= What needs to be done =
Output only the lines of the entries that follow, starting at the one with "M0 304 84 174 200 0" and running down to the one with "M386 603 414 626", both included and unchanged.

= Data =
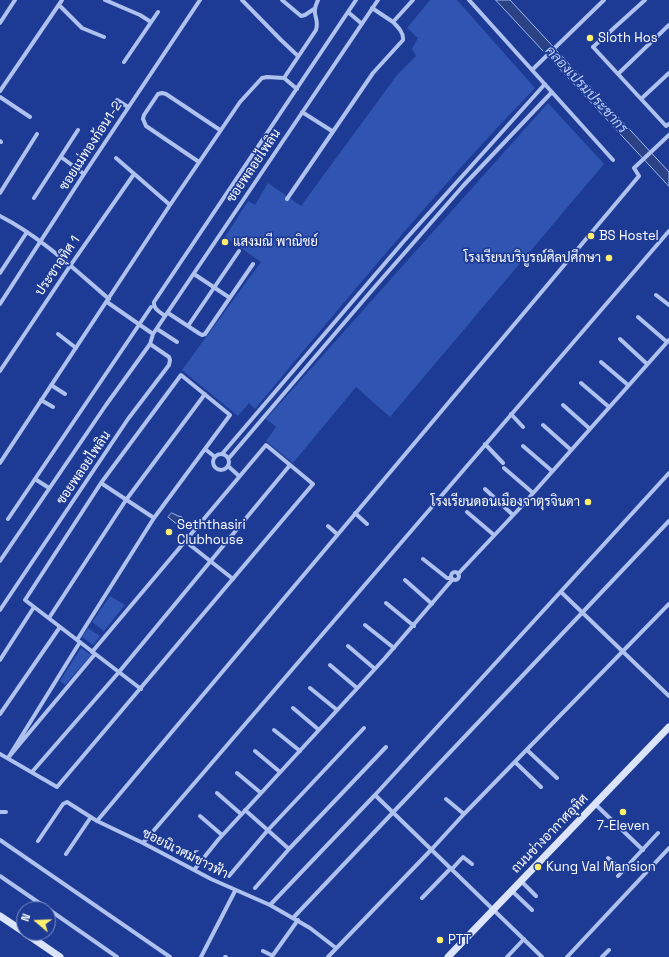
<!DOCTYPE html>
<html>
<head>
<meta charset="utf-8">
<style>
	body { margin:0 }
	#map { position:relative; width:669px; height:957px; overflow:hidden; background:#1d3b94; font-family:"Space Grotesk",sans-serif }
	canvas { display:block }
	.north { position:absolute; left:16px; top:901px; width:40px; height:40px; box-sizing:border-box; background:#1d3b94; border:1px solid #7789bf; border-radius:50%; rotate:289deg; font-size:11px; font-weight:700; line-height:16px; text-align:center; color:#fff }
	.north::after { content:''; display:block; margin:auto; width:14px; height:18px; background:#ffef6e; clip-path:polygon(50% 0,100% 100%,50% 72%,0 100%) }
</style>
</head>
<body>
<div id="map">
<canvas width="669" height="957"></canvas>
<div class="north">N</div>
</div>
<script>
const ctx = document.querySelector('canvas').getContext('2d');
ctx.lineJoin = 'round';
function paint(path, color) { ctx.fillStyle = color; ctx.fill(path, 'evenodd'); }
function trace(path, color, width, dash) { ctx.strokeStyle = color; ctx.lineWidth = width; ctx.lineCap = dash ? 'butt' : 'round'; ctx.setLineDash(dash || []); ctx.stroke(path); }
function label(font, color, halo, rows, align = 'center') {
  ctx.font = font + ' "Space Grotesk",Sarabun,sans-serif'; ctx.lineWidth = 3.5; ctx.setLineDash([]); ctx.textBaseline = 'middle'; ctx.strokeStyle = halo; ctx.fillStyle = color; for (const [text, x, y, turn = 0] of rows) {
    ctx.save(); ctx.translate(x, y); ctx.rotate((+turn || 0) * Math.PI / 180); ctx.textAlign = isNaN(turn) ? turn : align; if (halo) ctx.strokeText(text, 0, 0); ctx.fillText(text, 0, 0); ctx.restore();
  }
}
paint(new Path2D(`
	M430 0H457L535 88C436 190 346 300 255 409L249 403 238 416 182 370 261 262 225 237 248 201 255 205 268 183 301 206 397 75 416 56 412 49 418 38 407 28Z
	M548 103 604 164 390 417 356 387 293 463 266 441 276 427 266 419Z
	M110 596 125 605 104 631 92 622Z
	M88 628 100 636 93 645 82 637Z
	M81 648 91 655 65 685 60 681Z`), '#3054b2');
const water = new Path2D(`
	M496 0H510L669 172V186Z
	M172 513 178 516 182 517V520L186 525 183 529 168 517Z`);
paint(water, '#2b4285');
trace(water, '#a2b9f1', 1);
trace(new Path2D(`
	M105 0 140 15 151 22
	M242 0 281 40 298 56
	M282 0 301 16 305 15 314 9
	M469 0 613 160
	M645 0 593 47 666 126 669 124
	M59 5 82 28 104 37
	M372 8 393 22
	M348 12 362 24
	M0 23 15 0
	M124 62 158 12
	M532 70 604 0
	M618 74 669 25
	M284 78 297 89
	M0 91 62 0
	M0 97 30 117
	M641 99 669 73
	M117 100 128 107
	M302 112 332 131
	M0 141 1 142
	M61 157 84 174
	M116 158 170 205
	M199 162 146 126 143 119 144 115 158 94 162 93 166 94 220 130
	M0 193 37 134
	M34 198 78 130
	M287 199 373 73 403 40C404 33 398 27 393 22L413 0
	M0 216C41 237 74 269 109 299
	M0 273 27 232
	M194 274 230 298
	M656 295 669 305
	M107 302 153 334
	M0 304 84 174 200 0
	M168 313 200 334 202 335 205 334 253 264
	M165 316C160 312 153 309 154 302L356 0
	M638 317 667 342
	M188 326 239 251
	M157 329 177 342
	M58 334 76 348
	M620 339 647 364
	M601 362 628 385
	M0 371 70 266 134 174
	M581 383 609 407
	M51 385 65 394
	M41 400 53 407
	M563 405 590 429
	M511 414 523 427
	M543 425 571 450
	M485 444 503 463
	M523 446 552 471
	M205 449 215 457
	M213 462a8 8 0 1 1 16 0a8 8 0 1 1-16 0Z
	M222 454 404 241 545 84
	M229 458 373 289 463 186 552 92
	M0 463 170 205 240 102 262 78 267 77 284 78 316 30C320 17 310 16 318 0
	M228 466 239 476
	M504 468 533 493
	M35 479 49 488
	M101 483 154 518
	M485 489 513 515
	M467 512 494 535
	M355 513 367 524
	M8 519 151 307
	M328 526 337 534
	M185 541 233 579
	M423 559 447 578H450
	M0 561 106 405 150 344 153 334 378 0
	M451 576a4 4 0 1 1 8 0a4 4 0 1 1-8 0Z
	M458 574 519 509 669 340
	M405 580 432 604
	M561 592 669 696
	M386 603 414 626
	M0 610 128 419 169 365 170 360 169 357 150 344
	M49 618 126 500 205 394
	M365 625 394 648
	M77 640 154 518 230 415 181 375 101 483 25 600 141 689
	M80 642 8 758 95 654
	M348 646 375 669
	M0 660 34 607
	M330 665 357 688
	M310 688 337 710
	M293 708 319 730
	M0 714 60 627
	M274 730 300 751
	M527 750 557 778
	M255 751 280 772
	M0 754 57 787 313 484 266 445 92 652
	M515 762 541 787
	M32 772 119 672 290 465
	M237 773 261 793
	M217 793 241 814
	M375 795 542 957
	M446 799 464 814
	M595 804 643 850
	M245 810 289 849
	M0 812H6
	M200 816 222 835
	M97 821 639 176 634 168 669 135
	M0 840 170 957
	M38 841 63 804 67 802 97 821 143 843 211 879 270 905 310 928 336 948
	M143 843 669 231
	M66 854 91 817
	M608 858 623 871
	M452 869 463 857 472 864
	M194 870 218 840 385 658 452 580
	M0 876 48 909
	M229 876 268 830 364 728
	M618 876 658 833
	M521 881 536 896
	M255 888 289 849 386 747
	M512 891 532 910
	M422 898 451 868
	M270 905 375 795 669 473
	M48 909 117 957
	M293 918 669 521
	M263 951 271 955H273L298 920
	M201 957 235 891
	M225 957H226
	M328 957 431 850 464 814 669 604
	M507 957 524 939
	M567 957 669 848
	M602 957 609 950`), '#afc1ef', 4);
trace(new Path2D(`
	M0 916 24 932
	M25 933 60 957
	M448 957 669 727`), '#dce4fb', 7);
for (const [x, y, r, color] of [
	[590,38,4,"#ffef6e"],
	[591,236,4,"#ffef6e"],
	[225,242,4,"#ffef6e"],
	[609,258,4,"#ffef6e"],
	[588,502,4,"#ffef6e"],
	[169,532,4,"#ffef6e"],
	[623,812,4,"#ffef6e"],
	[538,867,4,"#ffef6e"],
	[440,940,4,"#ffef6e"]
]) { const dot = new Path2D(); dot.arc(x, y, r, 0, 2 * Math.PI); ctx.fillStyle = color; ctx.fill(dot); trace(dot, '#1d3b94', 1.5); }
label('13px', '#fff', '#1d3b94', [
	["Sloth Hos",598,38],
	["BS Hostel",599,236],
	["แสงมณี พาณิชย์",233,242],
	["โรงเรียนบริบูรณ์ศิลปศึกษา",601,258,"right"],
	["โรงเรียนดอนเมืองจาตุรจินดา",580,502,"right"],
	["Seththasiri",177,525],
	["Clubhouse",177,540],
	["7-Eleven",623,826,"center"],
	["Kung Val Mansion",546,867],
	["PTT",448,940]
], 'left');
label('13px', '#fff', '#1d3b94', [
	["ซอยแม่ทองก้อน1-2",91,146,-57],
	["ซอยพลอยไพลิน",254,166,-56],
	["ประชาอุทิศ 1",58,266,-56],
	["ซอยพลอยไพลิน",84,468,-56],
	["ถนนช่างอากาศอุทิศ",550,834,-46],
	["ซอยนิเวศม์ชาวฟ้า",185,854,27]
]);
label('italic 14px', '#bbccf6', '#1d3b94', [
	["คลองเปรมประชากร",586,90,47]
]);
</script>
</body>
</html>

= Expected output =
	M0 304 84 174 200 0
	M168 313 200 334 202 335 205 334 253 264
	M165 316C160 312 153 309 154 302L356 0
	M638 317 667 342
	M188 326 239 251
	M157 329 177 342
	M58 334 76 348
	M620 339 647 364
	M601 362 628 385
	M0 371 70 266 134 174
	M581 383 609 407
	M51 385 65 394
	M41 400 53 407
	M563 405 590 429
	M511 414 523 427
	M543 425 571 450
	M485 444 503 463
	M523 446 552 471
	M205 449 215 457
	M213 462a8 8 0 1 1 16 0a8 8 0 1 1-16 0Z
	M222 454 404 241 545 84
	M229 458 373 289 463 186 552 92
	M0 463 170 205 240 102 262 78 267 77 284 78 316 30C320 17 310 16 318 0
	M228 466 239 476
	M504 468 533 493
	M35 479 49 488
	M101 483 154 518
	M485 489 513 515
	M467 512 494 535
	M355 513 367 524
	M8 519 151 307
	M328 526 337 534
	M185 541 233 579
	M423 559 447 578H450
	M0 561 106 405 150 344 153 334 378 0
	M451 576a4 4 0 1 1 8 0a4 4 0 1 1-8 0Z
	M458 574 519 509 669 340
	M405 580 432 604
	M561 592 669 696
	M386 603 414 626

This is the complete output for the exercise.